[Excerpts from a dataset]
%%

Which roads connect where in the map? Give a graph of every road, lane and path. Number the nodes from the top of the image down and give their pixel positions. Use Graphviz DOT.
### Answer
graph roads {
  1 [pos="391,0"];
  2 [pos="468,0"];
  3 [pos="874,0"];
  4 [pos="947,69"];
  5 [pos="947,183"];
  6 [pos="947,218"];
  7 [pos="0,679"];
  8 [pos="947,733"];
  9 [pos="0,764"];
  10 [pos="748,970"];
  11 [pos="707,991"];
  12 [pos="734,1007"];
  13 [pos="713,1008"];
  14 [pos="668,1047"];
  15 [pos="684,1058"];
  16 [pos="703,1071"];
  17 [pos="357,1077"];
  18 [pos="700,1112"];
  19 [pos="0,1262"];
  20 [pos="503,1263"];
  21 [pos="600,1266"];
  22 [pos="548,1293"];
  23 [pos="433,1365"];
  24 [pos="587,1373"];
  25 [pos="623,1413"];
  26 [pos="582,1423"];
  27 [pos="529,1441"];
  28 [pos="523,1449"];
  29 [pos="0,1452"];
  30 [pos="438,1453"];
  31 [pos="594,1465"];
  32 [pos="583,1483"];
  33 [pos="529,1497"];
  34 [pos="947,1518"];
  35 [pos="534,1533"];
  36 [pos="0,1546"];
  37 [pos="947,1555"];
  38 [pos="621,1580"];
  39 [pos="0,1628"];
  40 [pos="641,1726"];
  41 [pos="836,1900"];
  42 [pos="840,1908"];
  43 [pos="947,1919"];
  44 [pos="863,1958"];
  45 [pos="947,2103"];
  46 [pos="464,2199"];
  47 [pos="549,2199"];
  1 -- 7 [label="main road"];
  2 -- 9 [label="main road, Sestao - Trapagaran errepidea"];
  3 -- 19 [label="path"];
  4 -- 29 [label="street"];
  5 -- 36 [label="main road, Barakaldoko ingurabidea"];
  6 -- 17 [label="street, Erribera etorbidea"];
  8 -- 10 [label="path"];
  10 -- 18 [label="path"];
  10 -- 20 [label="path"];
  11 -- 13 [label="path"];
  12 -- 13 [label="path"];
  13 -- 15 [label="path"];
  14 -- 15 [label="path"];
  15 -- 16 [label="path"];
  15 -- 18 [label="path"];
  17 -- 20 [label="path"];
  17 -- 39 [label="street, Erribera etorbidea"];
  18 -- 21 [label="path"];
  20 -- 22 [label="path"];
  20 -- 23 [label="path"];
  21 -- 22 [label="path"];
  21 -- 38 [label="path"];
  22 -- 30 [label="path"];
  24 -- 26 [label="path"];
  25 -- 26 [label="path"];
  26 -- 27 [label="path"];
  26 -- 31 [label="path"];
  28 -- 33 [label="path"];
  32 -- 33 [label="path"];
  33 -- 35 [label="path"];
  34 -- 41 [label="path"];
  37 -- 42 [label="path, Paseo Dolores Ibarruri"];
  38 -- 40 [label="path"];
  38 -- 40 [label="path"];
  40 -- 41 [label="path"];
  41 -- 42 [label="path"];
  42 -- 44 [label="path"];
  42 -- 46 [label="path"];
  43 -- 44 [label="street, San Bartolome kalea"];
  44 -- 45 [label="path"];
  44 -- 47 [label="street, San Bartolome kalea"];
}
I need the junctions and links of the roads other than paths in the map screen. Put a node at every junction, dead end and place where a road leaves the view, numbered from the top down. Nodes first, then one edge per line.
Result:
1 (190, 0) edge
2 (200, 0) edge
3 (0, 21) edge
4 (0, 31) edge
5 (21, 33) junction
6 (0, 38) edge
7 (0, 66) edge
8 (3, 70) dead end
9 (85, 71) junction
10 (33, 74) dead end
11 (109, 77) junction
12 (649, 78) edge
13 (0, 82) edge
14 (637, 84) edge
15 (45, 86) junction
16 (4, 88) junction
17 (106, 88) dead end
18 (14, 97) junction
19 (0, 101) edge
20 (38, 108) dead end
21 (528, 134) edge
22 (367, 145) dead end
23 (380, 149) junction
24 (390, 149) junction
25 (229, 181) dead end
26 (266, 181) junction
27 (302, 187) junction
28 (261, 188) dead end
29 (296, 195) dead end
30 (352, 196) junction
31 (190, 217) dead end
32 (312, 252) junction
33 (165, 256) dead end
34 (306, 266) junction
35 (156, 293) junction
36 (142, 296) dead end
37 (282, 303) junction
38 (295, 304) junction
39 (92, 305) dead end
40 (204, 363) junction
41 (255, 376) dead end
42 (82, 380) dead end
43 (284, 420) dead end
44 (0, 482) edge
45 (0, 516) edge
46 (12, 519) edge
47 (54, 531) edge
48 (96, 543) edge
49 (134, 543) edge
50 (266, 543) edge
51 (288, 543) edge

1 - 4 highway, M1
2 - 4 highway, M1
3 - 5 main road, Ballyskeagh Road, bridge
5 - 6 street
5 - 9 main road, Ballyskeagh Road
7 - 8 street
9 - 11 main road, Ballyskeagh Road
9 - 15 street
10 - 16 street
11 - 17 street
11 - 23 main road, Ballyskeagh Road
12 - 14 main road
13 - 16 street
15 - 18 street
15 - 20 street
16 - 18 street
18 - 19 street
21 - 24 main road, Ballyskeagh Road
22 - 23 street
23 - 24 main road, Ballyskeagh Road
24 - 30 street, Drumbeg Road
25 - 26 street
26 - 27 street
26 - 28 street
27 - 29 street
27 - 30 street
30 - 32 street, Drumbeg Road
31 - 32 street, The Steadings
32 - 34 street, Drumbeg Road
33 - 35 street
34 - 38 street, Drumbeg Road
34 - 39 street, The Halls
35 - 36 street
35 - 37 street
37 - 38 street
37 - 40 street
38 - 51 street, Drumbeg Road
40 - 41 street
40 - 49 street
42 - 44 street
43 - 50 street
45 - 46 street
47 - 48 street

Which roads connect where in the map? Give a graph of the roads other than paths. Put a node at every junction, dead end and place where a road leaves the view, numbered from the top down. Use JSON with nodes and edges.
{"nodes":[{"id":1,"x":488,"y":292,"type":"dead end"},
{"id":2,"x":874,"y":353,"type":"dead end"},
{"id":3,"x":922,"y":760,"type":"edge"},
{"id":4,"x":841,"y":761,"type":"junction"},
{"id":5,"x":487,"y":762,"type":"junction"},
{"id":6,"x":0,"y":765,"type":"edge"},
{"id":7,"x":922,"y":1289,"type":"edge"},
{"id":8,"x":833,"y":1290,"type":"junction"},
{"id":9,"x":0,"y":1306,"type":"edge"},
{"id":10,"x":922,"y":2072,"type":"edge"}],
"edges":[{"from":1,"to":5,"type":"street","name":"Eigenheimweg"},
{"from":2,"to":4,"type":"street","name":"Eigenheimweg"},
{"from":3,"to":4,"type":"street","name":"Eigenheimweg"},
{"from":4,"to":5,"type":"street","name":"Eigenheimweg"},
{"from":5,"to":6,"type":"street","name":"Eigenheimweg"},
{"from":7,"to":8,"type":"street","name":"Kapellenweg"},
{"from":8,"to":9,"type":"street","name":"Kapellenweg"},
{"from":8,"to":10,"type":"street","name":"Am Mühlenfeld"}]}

%%

To do.
In full and without alteration, reproduce the records above.

Your solution.
Which roads connect where in the map? Give a graph of every road, lane and path. Number the nodes from the top of the image down and give their pixel positions. Use Graphviz DOT.
### Answer
graph roads {
  1 [pos="391,0"];
  2 [pos="468,0"];
  3 [pos="874,0"];
  4 [pos="947,69"];
  5 [pos="947,183"];
  6 [pos="947,218"];
  7 [pos="0,679"];
  8 [pos="947,733"];
  9 [pos="0,764"];
  10 [pos="748,970"];
  11 [pos="707,991"];
  12 [pos="734,1007"];
  13 [pos="713,1008"];
  14 [pos="668,1047"];
  15 [pos="684,1058"];
  16 [pos="703,1071"];
  17 [pos="357,1077"];
  18 [pos="700,1112"];
  19 [pos="0,1262"];
  20 [pos="503,1263"];
  21 [pos="600,1266"];
  22 [pos="548,1293"];
  23 [pos="433,1365"];
  24 [pos="587,1373"];
  25 [pos="623,1413"];
  26 [pos="582,1423"];
  27 [pos="529,1441"];
  28 [pos="523,1449"];
  29 [pos="0,1452"];
  30 [pos="438,1453"];
  31 [pos="594,1465"];
  32 [pos="583,1483"];
  33 [pos="529,1497"];
  34 [pos="947,1518"];
  35 [pos="534,1533"];
  36 [pos="0,1546"];
  37 [pos="947,1555"];
  38 [pos="621,1580"];
  39 [pos="0,1628"];
  40 [pos="641,1726"];
  41 [pos="836,1900"];
  42 [pos="840,1908"];
  43 [pos="947,1919"];
  44 [pos="863,1958"];
  45 [pos="947,2103"];
  46 [pos="464,2199"];
  47 [pos="549,2199"];
  1 -- 7 [label="main road"];
  2 -- 9 [label="main road, Sestao - Trapagaran errepidea"];
  3 -- 19 [label="path"];
  4 -- 29 [label="street"];
  5 -- 36 [label="main road, Barakaldoko ingurabidea"];
  6 -- 17 [label="street, Erribera etorbidea"];
  8 -- 10 [label="path"];
  10 -- 18 [label="path"];
  10 -- 20 [label="path"];
  11 -- 13 [label="path"];
  12 -- 13 [label="path"];
  13 -- 15 [label="path"];
  14 -- 15 [label="path"];
  15 -- 16 [label="path"];
  15 -- 18 [label="path"];
  17 -- 20 [label="path"];
  17 -- 39 [label="street, Erribera etorbidea"];
  18 -- 21 [label="path"];
  20 -- 22 [label="path"];
  20 -- 23 [label="path"];
  21 -- 22 [label="path"];
  21 -- 38 [label="path"];
  22 -- 30 [label="path"];
  24 -- 26 [label="path"];
  25 -- 26 [label="path"];
  26 -- 27 [label="path"];
  26 -- 31 [label="path"];
  28 -- 33 [label="path"];
  32 -- 33 [label="path"];
  33 -- 35 [label="path"];
  34 -- 41 [label="path"];
  37 -- 42 [label="path, Paseo Dolores Ibarruri"];
  38 -- 40 [label="path"];
  38 -- 40 [label="path"];
  40 -- 41 [label="path"];
  41 -- 42 [label="path"];
  42 -- 44 [label="path"];
  42 -- 46 [label="path"];
  43 -- 44 [label="street, San Bartolome kalea"];
  44 -- 45 [label="path"];
  44 -- 47 [label="street, San Bartolome kalea"];
}
I need the junctions and links of the roads other than paths in the map screen. Put a node at every junction, dead end and place where a road leaves the view, numbered from the top down. Nodes first, then one edge per line.
Result:
1 (190, 0) edge
2 (200, 0) edge
3 (0, 21) edge
4 (0, 31) edge
5 (21, 33) junction
6 (0, 38) edge
7 (0, 66) edge
8 (3, 70) dead end
9 (85, 71) junction
10 (33, 74) dead end
11 (109, 77) junction
12 (649, 78) edge
13 (0, 82) edge
14 (637, 84) edge
15 (45, 86) junction
16 (4, 88) junction
17 (106, 88) dead end
18 (14, 97) junction
19 (0, 101) edge
20 (38, 108) dead end
21 (528, 134) edge
22 (367, 145) dead end
23 (380, 149) junction
24 (390, 149) junction
25 (229, 181) dead end
26 (266, 181) junction
27 (302, 187) junction
28 (261, 188) dead end
29 (296, 195) dead end
30 (352, 196) junction
31 (190, 217) dead end
32 (312, 252) junction
33 (165, 256) dead end
34 (306, 266) junction
35 (156, 293) junction
36 (142, 296) dead end
37 (282, 303) junction
38 (295, 304) junction
39 (92, 305) dead end
40 (204, 363) junction
41 (255, 376) dead end
42 (82, 380) dead end
43 (284, 420) dead end
44 (0, 482) edge
45 (0, 516) edge
46 (12, 519) edge
47 (54, 531) edge
48 (96, 543) edge
49 (134, 543) edge
50 (266, 543) edge
51 (288, 543) edge

1 - 4 highway, M1
2 - 4 highway, M1
3 - 5 main road, Ballyskeagh Road, bridge
5 - 6 street
5 - 9 main road, Ballyskeagh Road
7 - 8 street
9 - 11 main road, Ballyskeagh Road
9 - 15 street
10 - 16 street
11 - 17 street
11 - 23 main road, Ballyskeagh Road
12 - 14 main road
13 - 16 street
15 - 18 street
15 - 20 street
16 - 18 street
18 - 19 street
21 - 24 main road, Ballyskeagh Road
22 - 23 street
23 - 24 main road, Ballyskeagh Road
24 - 30 street, Drumbeg Road
25 - 26 street
26 - 27 street
26 - 28 street
27 - 29 street
27 - 30 street
30 - 32 street, Drumbeg Road
31 - 32 street, The Steadings
32 - 34 street, Drumbeg Road
33 - 35 street
34 - 38 street, Drumbeg Road
34 - 39 street, The Halls
35 - 36 street
35 - 37 street
37 - 38 street
37 - 40 street
38 - 51 street, Drumbeg Road
40 - 41 street
40 - 49 street
42 - 44 street
43 - 50 street
45 - 46 street
47 - 48 street

Which roads connect where in the map? Give a graph of the roads other than paths. Put a node at every junction, dead end and place where a road leaves the view, numbered from the top down. Use JSON with nodes and edges.
{"nodes":[{"id":1,"x":488,"y":292,"type":"dead end"},
{"id":2,"x":874,"y":353,"type":"dead end"},
{"id":3,"x":922,"y":760,"type":"edge"},
{"id":4,"x":841,"y":761,"type":"junction"},
{"id":5,"x":487,"y":762,"type":"junction"},
{"id":6,"x":0,"y":765,"type":"edge"},
{"id":7,"x":922,"y":1289,"type":"edge"},
{"id":8,"x":833,"y":1290,"type":"junction"},
{"id":9,"x":0,"y":1306,"type":"edge"},
{"id":10,"x":922,"y":2072,"type":"edge"}],
"edges":[{"from":1,"to":5,"type":"street","name":"Eigenheimweg"},
{"from":2,"to":4,"type":"street","name":"Eigenheimweg"},
{"from":3,"to":4,"type":"street","name":"Eigenheimweg"},
{"from":4,"to":5,"type":"street","name":"Eigenheimweg"},
{"from":5,"to":6,"type":"street","name":"Eigenheimweg"},
{"from":7,"to":8,"type":"street","name":"Kapellenweg"},
{"from":8,"to":9,"type":"street","name":"Kapellenweg"},
{"from":8,"to":10,"type":"street","name":"Am Mühlenfeld"}]}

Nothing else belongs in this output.